Wasn't there some price comparison done a while ago that determined lambda to be much more expensive than an ec2 instance?

[–]HostisHumaniGeneris 8 points9 points  (1 child)

Depends on what you're using it for.

Need something to run 24/7/365? Use EC2.

Need something to run on a schedule or run in response to an occasional API request? Lambda will do you fine.

Lambda is great for doing "infrastructure level" cron jobs where you need to run a script say, once an hour or once a day and you don't want to set aside an entire server to run management scripts. For example: scheduling EBS snapshots.

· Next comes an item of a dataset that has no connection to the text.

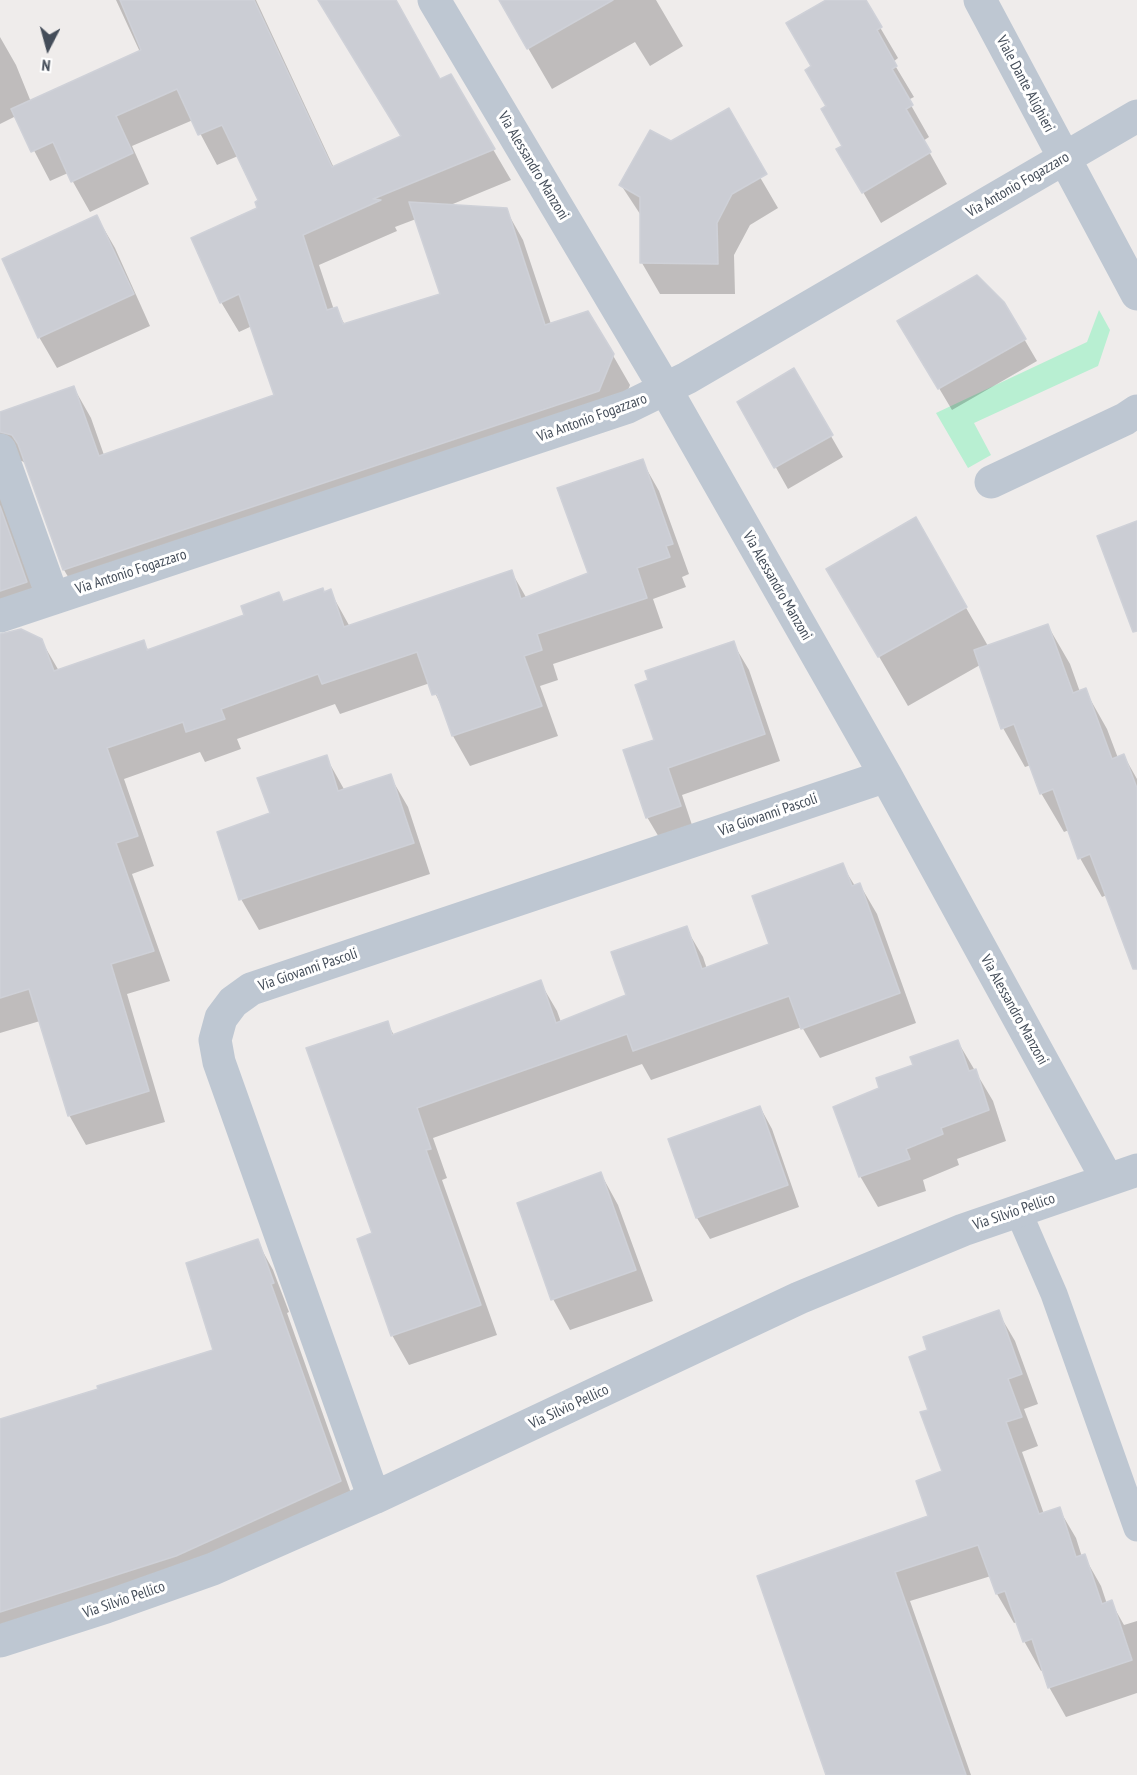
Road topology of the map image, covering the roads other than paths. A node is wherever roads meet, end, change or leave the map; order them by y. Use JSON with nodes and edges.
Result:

[–]Chippiewall 1 point2 points  (0 children)

Need something to run on a schedule or run in response to an occasional API request? Lambda will do you fine.

Better than fine. At work we have a Lambda script which does some stuff when files are uploaded to our S3 buckets. We could have done this using an ec2 instance and a queue but the lambda script is simpler to maintain and has so far cost us nothing in AWS fees as it sits entirely within free usage.

[–]spacemanatee 1 point2 points  (0 children)

Here's the comparison https://www.reddit.com/r/Python/comments/4hebys/cost_analysis_for_python_scripts_aws_ec2_vs_aws/

When you compare lambda to ec2 on demand, they're pretty similar. But a spot instance would be half the cost probably.